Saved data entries
---*---

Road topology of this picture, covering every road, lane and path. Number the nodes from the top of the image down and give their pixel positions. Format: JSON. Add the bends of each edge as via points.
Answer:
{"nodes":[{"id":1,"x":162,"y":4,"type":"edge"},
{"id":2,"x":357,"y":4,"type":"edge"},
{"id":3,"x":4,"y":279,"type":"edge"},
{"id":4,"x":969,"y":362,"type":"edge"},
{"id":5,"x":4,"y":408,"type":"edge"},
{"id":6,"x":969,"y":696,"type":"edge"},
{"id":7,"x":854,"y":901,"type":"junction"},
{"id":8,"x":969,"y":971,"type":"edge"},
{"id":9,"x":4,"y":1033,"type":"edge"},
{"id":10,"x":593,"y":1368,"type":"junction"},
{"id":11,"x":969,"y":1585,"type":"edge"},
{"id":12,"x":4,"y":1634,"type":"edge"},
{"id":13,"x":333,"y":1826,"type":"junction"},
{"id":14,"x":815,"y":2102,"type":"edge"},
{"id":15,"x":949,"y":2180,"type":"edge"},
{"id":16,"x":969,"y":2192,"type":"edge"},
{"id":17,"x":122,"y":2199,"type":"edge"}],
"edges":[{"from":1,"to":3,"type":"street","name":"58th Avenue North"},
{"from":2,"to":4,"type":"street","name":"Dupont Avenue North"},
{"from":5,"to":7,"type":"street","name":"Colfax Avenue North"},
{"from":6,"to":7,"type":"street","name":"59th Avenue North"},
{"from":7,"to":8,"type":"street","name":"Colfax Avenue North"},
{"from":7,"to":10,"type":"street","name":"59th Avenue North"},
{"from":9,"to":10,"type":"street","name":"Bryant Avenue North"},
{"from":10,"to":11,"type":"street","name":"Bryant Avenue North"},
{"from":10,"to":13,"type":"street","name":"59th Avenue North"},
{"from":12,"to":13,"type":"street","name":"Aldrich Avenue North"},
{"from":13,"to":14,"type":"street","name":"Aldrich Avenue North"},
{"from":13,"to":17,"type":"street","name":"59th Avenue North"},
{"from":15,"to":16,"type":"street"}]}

---*---

What needs to be done.
Please copy out the records exactly as they appear.

Answer to this exercise.
Road topology of this picture, covering every road, lane and path. Number the nodes from the top of the image down and give their pixel positions. Format: JSON. Add the bends of each edge as via points.
Answer:
{"nodes":[{"id":1,"x":162,"y":4,"type":"edge"},
{"id":2,"x":357,"y":4,"type":"edge"},
{"id":3,"x":4,"y":279,"type":"edge"},
{"id":4,"x":969,"y":362,"type":"edge"},
{"id":5,"x":4,"y":408,"type":"edge"},
{"id":6,"x":969,"y":696,"type":"edge"},
{"id":7,"x":854,"y":901,"type":"junction"},
{"id":8,"x":969,"y":971,"type":"edge"},
{"id":9,"x":4,"y":1033,"type":"edge"},
{"id":10,"x":593,"y":1368,"type":"junction"},
{"id":11,"x":969,"y":1585,"type":"edge"},
{"id":12,"x":4,"y":1634,"type":"edge"},
{"id":13,"x":333,"y":1826,"type":"junction"},
{"id":14,"x":815,"y":2102,"type":"edge"},
{"id":15,"x":949,"y":2180,"type":"edge"},
{"id":16,"x":969,"y":2192,"type":"edge"},
{"id":17,"x":122,"y":2199,"type":"edge"}],
"edges":[{"from":1,"to":3,"type":"street","name":"58th Avenue North"},
{"from":2,"to":4,"type":"street","name":"Dupont Avenue North"},
{"from":5,"to":7,"type":"street","name":"Colfax Avenue North"},
{"from":6,"to":7,"type":"street","name":"59th Avenue North"},
{"from":7,"to":8,"type":"street","name":"Colfax Avenue North"},
{"from":7,"to":10,"type":"street","name":"59th Avenue North"},
{"from":9,"to":10,"type":"street","name":"Bryant Avenue North"},
{"from":10,"to":11,"type":"street","name":"Bryant Avenue North"},
{"from":10,"to":13,"type":"street","name":"59th Avenue North"},
{"from":12,"to":13,"type":"street","name":"Aldrich Avenue North"},
{"from":13,"to":14,"type":"street","name":"Aldrich Avenue North"},
{"from":13,"to":17,"type":"street","name":"59th Avenue North"},
{"from":15,"to":16,"type":"street"}]}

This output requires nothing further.